Requirement =
Copy the data exactly, line for line.

Stored data entries =
☆ ☆ ☆ ☆ ☆
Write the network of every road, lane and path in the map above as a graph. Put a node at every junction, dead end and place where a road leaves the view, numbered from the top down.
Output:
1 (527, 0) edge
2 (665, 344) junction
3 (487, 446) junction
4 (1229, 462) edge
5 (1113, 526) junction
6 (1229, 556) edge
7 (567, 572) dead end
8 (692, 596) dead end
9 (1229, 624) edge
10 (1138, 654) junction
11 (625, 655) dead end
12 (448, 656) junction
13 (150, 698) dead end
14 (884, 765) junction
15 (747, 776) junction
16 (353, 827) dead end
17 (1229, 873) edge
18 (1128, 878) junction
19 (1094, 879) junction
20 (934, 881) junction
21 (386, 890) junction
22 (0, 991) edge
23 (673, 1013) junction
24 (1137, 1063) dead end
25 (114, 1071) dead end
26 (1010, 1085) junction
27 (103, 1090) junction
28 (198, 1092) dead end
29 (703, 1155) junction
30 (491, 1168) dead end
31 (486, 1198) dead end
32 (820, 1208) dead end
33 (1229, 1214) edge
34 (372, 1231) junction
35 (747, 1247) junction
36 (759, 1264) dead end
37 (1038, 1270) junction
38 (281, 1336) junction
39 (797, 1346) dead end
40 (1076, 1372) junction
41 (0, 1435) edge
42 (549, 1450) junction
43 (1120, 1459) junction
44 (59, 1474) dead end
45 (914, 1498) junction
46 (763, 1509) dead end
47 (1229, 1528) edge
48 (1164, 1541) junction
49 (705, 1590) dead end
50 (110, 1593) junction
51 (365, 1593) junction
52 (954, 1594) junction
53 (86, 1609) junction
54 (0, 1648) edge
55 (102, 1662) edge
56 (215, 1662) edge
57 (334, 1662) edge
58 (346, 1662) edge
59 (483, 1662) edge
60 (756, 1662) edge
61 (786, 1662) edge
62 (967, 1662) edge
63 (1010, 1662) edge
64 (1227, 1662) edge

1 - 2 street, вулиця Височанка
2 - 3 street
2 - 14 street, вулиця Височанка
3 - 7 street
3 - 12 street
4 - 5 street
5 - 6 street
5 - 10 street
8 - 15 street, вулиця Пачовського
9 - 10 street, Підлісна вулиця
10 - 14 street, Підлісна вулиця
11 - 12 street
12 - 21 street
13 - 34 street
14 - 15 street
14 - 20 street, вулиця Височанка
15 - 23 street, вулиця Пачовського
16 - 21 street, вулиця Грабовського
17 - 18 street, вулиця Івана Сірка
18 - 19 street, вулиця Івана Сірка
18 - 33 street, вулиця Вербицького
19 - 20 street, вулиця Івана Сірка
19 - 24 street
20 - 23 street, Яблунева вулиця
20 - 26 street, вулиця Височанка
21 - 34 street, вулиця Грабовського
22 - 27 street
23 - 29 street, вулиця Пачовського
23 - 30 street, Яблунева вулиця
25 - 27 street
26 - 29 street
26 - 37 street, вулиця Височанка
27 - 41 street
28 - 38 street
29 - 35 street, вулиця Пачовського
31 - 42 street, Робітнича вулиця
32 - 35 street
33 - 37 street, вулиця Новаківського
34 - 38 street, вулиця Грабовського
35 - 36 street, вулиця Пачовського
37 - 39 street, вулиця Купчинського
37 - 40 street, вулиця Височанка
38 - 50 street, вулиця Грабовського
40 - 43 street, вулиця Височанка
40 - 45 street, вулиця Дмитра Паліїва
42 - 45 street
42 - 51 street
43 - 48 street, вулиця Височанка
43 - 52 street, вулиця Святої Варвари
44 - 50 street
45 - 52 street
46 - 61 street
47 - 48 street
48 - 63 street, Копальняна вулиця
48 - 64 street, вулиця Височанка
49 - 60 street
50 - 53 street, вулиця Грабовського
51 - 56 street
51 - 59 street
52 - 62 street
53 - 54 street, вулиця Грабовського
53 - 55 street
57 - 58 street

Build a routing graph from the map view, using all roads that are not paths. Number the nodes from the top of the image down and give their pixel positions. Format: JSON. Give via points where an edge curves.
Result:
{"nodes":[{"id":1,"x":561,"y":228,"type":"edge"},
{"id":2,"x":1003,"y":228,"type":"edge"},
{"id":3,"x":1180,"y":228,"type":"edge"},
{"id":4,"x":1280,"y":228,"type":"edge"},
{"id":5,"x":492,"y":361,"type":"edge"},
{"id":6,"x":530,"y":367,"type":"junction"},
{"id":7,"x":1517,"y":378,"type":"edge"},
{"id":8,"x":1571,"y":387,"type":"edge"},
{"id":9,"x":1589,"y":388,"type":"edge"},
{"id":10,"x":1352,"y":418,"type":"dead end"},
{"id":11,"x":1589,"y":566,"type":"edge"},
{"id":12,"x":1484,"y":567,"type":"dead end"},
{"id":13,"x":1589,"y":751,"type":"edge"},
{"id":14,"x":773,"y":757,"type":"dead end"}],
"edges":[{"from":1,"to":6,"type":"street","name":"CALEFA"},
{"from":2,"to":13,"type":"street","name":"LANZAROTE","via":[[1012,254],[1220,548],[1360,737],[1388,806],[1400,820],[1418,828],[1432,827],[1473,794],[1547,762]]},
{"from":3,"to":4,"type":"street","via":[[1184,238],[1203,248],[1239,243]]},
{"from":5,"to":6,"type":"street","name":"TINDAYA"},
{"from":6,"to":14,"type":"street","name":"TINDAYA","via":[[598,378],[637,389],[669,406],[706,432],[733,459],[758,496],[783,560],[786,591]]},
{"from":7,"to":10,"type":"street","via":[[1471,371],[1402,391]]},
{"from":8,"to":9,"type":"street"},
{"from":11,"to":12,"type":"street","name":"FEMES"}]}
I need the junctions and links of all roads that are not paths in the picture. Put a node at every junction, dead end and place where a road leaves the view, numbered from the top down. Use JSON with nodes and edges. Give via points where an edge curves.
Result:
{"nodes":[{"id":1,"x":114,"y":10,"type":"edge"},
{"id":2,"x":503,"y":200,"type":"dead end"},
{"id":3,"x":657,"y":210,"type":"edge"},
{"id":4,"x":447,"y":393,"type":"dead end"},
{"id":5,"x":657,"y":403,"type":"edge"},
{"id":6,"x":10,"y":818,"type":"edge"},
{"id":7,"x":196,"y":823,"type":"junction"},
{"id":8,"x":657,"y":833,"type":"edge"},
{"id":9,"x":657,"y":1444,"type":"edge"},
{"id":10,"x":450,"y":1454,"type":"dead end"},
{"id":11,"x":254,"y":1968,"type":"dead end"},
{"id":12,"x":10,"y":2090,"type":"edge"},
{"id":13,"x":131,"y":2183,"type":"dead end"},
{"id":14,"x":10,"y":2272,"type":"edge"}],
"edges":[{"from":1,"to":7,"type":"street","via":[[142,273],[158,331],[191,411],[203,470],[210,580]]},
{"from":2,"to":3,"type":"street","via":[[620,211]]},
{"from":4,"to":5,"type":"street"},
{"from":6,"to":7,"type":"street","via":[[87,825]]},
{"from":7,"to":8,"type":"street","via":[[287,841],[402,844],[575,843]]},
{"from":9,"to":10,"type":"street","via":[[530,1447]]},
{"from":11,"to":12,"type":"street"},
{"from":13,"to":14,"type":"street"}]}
☆ ☆ ☆ ☆ ☆
Reply to the task =
Write the network of every road, lane and path in the map above as a graph. Put a node at every junction, dead end and place where a road leaves the view, numbered from the top down.
Output:
1 (527, 0) edge
2 (665, 344) junction
3 (487, 446) junction
4 (1229, 462) edge
5 (1113, 526) junction
6 (1229, 556) edge
7 (567, 572) dead end
8 (692, 596) dead end
9 (1229, 624) edge
10 (1138, 654) junction
11 (625, 655) dead end
12 (448, 656) junction
13 (150, 698) dead end
14 (884, 765) junction
15 (747, 776) junction
16 (353, 827) dead end
17 (1229, 873) edge
18 (1128, 878) junction
19 (1094, 879) junction
20 (934, 881) junction
21 (386, 890) junction
22 (0, 991) edge
23 (673, 1013) junction
24 (1137, 1063) dead end
25 (114, 1071) dead end
26 (1010, 1085) junction
27 (103, 1090) junction
28 (198, 1092) dead end
29 (703, 1155) junction
30 (491, 1168) dead end
31 (486, 1198) dead end
32 (820, 1208) dead end
33 (1229, 1214) edge
34 (372, 1231) junction
35 (747, 1247) junction
36 (759, 1264) dead end
37 (1038, 1270) junction
38 (281, 1336) junction
39 (797, 1346) dead end
40 (1076, 1372) junction
41 (0, 1435) edge
42 (549, 1450) junction
43 (1120, 1459) junction
44 (59, 1474) dead end
45 (914, 1498) junction
46 (763, 1509) dead end
47 (1229, 1528) edge
48 (1164, 1541) junction
49 (705, 1590) dead end
50 (110, 1593) junction
51 (365, 1593) junction
52 (954, 1594) junction
53 (86, 1609) junction
54 (0, 1648) edge
55 (102, 1662) edge
56 (215, 1662) edge
57 (334, 1662) edge
58 (346, 1662) edge
59 (483, 1662) edge
60 (756, 1662) edge
61 (786, 1662) edge
62 (967, 1662) edge
63 (1010, 1662) edge
64 (1227, 1662) edge

1 - 2 street, вулиця Височанка
2 - 3 street
2 - 14 street, вулиця Височанка
3 - 7 street
3 - 12 street
4 - 5 street
5 - 6 street
5 - 10 street
8 - 15 street, вулиця Пачовського
9 - 10 street, Підлісна вулиця
10 - 14 street, Підлісна вулиця
11 - 12 street
12 - 21 street
13 - 34 street
14 - 15 street
14 - 20 street, вулиця Височанка
15 - 23 street, вулиця Пачовського
16 - 21 street, вулиця Грабовського
17 - 18 street, вулиця Івана Сірка
18 - 19 street, вулиця Івана Сірка
18 - 33 street, вулиця Вербицького
19 - 20 street, вулиця Івана Сірка
19 - 24 street
20 - 23 street, Яблунева вулиця
20 - 26 street, вулиця Височанка
21 - 34 street, вулиця Грабовського
22 - 27 street
23 - 29 street, вулиця Пачовського
23 - 30 street, Яблунева вулиця
25 - 27 street
26 - 29 street
26 - 37 street, вулиця Височанка
27 - 41 street
28 - 38 street
29 - 35 street, вулиця Пачовського
31 - 42 street, Робітнича вулиця
32 - 35 street
33 - 37 street, вулиця Новаківського
34 - 38 street, вулиця Грабовського
35 - 36 street, вулиця Пачовського
37 - 39 street, вулиця Купчинського
37 - 40 street, вулиця Височанка
38 - 50 street, вулиця Грабовського
40 - 43 street, вулиця Височанка
40 - 45 street, вулиця Дмитра Паліїва
42 - 45 street
42 - 51 street
43 - 48 street, вулиця Височанка
43 - 52 street, вулиця Святої Варвари
44 - 50 street
45 - 52 street
46 - 61 street
47 - 48 street
48 - 63 street, Копальняна вулиця
48 - 64 street, вулиця Височанка
49 - 60 street
50 - 53 street, вулиця Грабовського
51 - 56 street
51 - 59 street
52 - 62 street
53 - 54 street, вулиця Грабовського
53 - 55 street
57 - 58 street

Build a routing graph from the map view, using all roads that are not paths. Number the nodes from the top of the image down and give their pixel positions. Format: JSON. Give via points where an edge curves.
Result:
{"nodes":[{"id":1,"x":561,"y":228,"type":"edge"},
{"id":2,"x":1003,"y":228,"type":"edge"},
{"id":3,"x":1180,"y":228,"type":"edge"},
{"id":4,"x":1280,"y":228,"type":"edge"},
{"id":5,"x":492,"y":361,"type":"edge"},
{"id":6,"x":530,"y":367,"type":"junction"},
{"id":7,"x":1517,"y":378,"type":"edge"},
{"id":8,"x":1571,"y":387,"type":"edge"},
{"id":9,"x":1589,"y":388,"type":"edge"},
{"id":10,"x":1352,"y":418,"type":"dead end"},
{"id":11,"x":1589,"y":566,"type":"edge"},
{"id":12,"x":1484,"y":567,"type":"dead end"},
{"id":13,"x":1589,"y":751,"type":"edge"},
{"id":14,"x":773,"y":757,"type":"dead end"}],
"edges":[{"from":1,"to":6,"type":"street","name":"CALEFA"},
{"from":2,"to":13,"type":"street","name":"LANZAROTE","via":[[1012,254],[1220,548],[1360,737],[1388,806],[1400,820],[1418,828],[1432,827],[1473,794],[1547,762]]},
{"from":3,"to":4,"type":"street","via":[[1184,238],[1203,248],[1239,243]]},
{"from":5,"to":6,"type":"street","name":"TINDAYA"},
{"from":6,"to":14,"type":"street","name":"TINDAYA","via":[[598,378],[637,389],[669,406],[706,432],[733,459],[758,496],[783,560],[786,591]]},
{"from":7,"to":10,"type":"street","via":[[1471,371],[1402,391]]},
{"from":8,"to":9,"type":"street"},
{"from":11,"to":12,"type":"street","name":"FEMES"}]}
I need the junctions and links of all roads that are not paths in the picture. Put a node at every junction, dead end and place where a road leaves the view, numbered from the top down. Use JSON with nodes and edges. Give via points where an edge curves.
Result:
{"nodes":[{"id":1,"x":114,"y":10,"type":"edge"},
{"id":2,"x":503,"y":200,"type":"dead end"},
{"id":3,"x":657,"y":210,"type":"edge"},
{"id":4,"x":447,"y":393,"type":"dead end"},
{"id":5,"x":657,"y":403,"type":"edge"},
{"id":6,"x":10,"y":818,"type":"edge"},
{"id":7,"x":196,"y":823,"type":"junction"},
{"id":8,"x":657,"y":833,"type":"edge"},
{"id":9,"x":657,"y":1444,"type":"edge"},
{"id":10,"x":450,"y":1454,"type":"dead end"},
{"id":11,"x":254,"y":1968,"type":"dead end"},
{"id":12,"x":10,"y":2090,"type":"edge"},
{"id":13,"x":131,"y":2183,"type":"dead end"},
{"id":14,"x":10,"y":2272,"type":"edge"}],
"edges":[{"from":1,"to":7,"type":"street","via":[[142,273],[158,331],[191,411],[203,470],[210,580]]},
{"from":2,"to":3,"type":"street","via":[[620,211]]},
{"from":4,"to":5,"type":"street"},
{"from":6,"to":7,"type":"street","via":[[87,825]]},
{"from":7,"to":8,"type":"street","via":[[287,841],[402,844],[575,843]]},
{"from":9,"to":10,"type":"street","via":[[530,1447]]},
{"from":11,"to":12,"type":"street"},
{"from":13,"to":14,"type":"street"}]}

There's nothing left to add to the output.